Objectives From the perspective of soil greenhouse gas emission and carbon footprint, we studied the effects of monitored fertilization combined with different mulching methods on emission reduction and yield improvement to provide a reference for greening wheat production in drylands areas.

Methods A long-term fertilization and mulching experiment was conducted in Hongdong County, Shanxi Province, and the cropping system was winter wheat-summer fallow, with five treatments: no fertilizer control, farmer’s practice (FP), monitoring fertilization (MF), nitrogen reduction monitoring and control fertilization plus ridge film and furrow sowing (RF), nitrogen reduction monitoring and control fertilization plus flat film and hole sowing (FH). During the two wheat seasons in 2018−2020, wheat yield and economic benefits were investigated, and the life cycle approach was used to estimate the greenhouse gas (GHG) emissions, greenhouse gas warming potential and greenhouse gas emission intensity of wheat field soils, and to calculate the carbon footprint of wheat field soils.

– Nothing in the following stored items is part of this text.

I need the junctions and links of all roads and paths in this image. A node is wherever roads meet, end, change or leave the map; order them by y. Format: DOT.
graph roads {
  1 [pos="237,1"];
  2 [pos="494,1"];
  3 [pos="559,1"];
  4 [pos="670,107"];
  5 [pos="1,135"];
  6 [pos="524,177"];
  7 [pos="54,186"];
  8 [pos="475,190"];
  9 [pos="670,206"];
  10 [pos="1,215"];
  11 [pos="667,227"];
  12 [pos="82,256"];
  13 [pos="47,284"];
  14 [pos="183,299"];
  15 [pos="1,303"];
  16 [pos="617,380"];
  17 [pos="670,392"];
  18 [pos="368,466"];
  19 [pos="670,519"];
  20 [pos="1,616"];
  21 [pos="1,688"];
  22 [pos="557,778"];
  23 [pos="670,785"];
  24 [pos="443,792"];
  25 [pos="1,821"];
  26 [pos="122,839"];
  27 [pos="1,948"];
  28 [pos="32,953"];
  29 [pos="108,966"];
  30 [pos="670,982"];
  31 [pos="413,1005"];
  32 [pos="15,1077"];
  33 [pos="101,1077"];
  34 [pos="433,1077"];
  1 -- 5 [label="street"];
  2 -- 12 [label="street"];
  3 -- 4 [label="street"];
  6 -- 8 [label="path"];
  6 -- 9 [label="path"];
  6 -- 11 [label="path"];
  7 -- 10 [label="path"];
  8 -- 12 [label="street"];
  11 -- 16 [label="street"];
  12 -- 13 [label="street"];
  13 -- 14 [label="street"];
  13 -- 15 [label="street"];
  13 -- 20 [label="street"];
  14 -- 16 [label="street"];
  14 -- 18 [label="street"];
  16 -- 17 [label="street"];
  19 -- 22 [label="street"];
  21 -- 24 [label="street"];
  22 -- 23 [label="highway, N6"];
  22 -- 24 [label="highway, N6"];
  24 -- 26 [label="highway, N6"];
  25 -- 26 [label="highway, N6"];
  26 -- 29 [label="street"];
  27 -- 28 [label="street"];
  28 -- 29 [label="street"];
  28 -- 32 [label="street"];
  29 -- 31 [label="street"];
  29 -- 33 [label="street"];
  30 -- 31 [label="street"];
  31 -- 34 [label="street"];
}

Results Compared to the FP treatment, the MF treatment achieved a 32.6% reduction in nitrogen fertilizer application while maintaining comparable wheat yields, along with significantly lowering GHG emissions by 24.0%. In contrast, the RF and FH treatments led to a significant increase in total GHG emissions by 12.0% and 44.6%, respectively. The production, transportation and application of nitrogen fertilizer contributed 20.3%−57.9% of total GHG emissions across treatments. Notably, plastic film usage under RF and FH treatments emerged as the second major emission source, accounting for 40.6% and 56.5% of total GHG emissions, respectively. Compared with FP, the MF treatment also significantly reduced the carbon footprint by 16.2%, while the RF and FH treatments had no significant effect on the carbon footprint; the MF, RF and FH treatments all significantly reduced the greenhouse gas emission intensity by 38.5%, 53.1% and 63.6%, respectively. Compared with MF, RF and FH treatments significantly increased wheat grain yield by 33.2% and 69.7%, grain income by 33.2% and 69.7%, and net income by 59.4% and 135.8%, respectively, and the yield and income of FH treatment were also significantly higher than that of RF treatment. In addition, RF and FH treatments significantly reduced greenhouse gas emission intensity by 32.0% and 49.2%, respectively.

Conclusions Film mulching on the basis of monitoring fertilization increased wheat grain yield and economic efficiency significantly. Nitrogen reduction monitoring and control fertilization plus flat film and hole sowing, owing to high land utilization efficiency, demonstrated even more remarkable yield and income benefits. Moreover, compared to nitrogen reduction monitoring and control fertilization plus ridge film and furrow sowing, it did not significantly raise the carbon footprint, and its greenhouse gas emission intensity was significantly lower than that of monitored fertilization without film mulching. Therefore, nitrogen reduction monitoring and control fertilization plus flat film and hole sowing is a optimal measure to achieve green, high and stable crop production in dryland regions.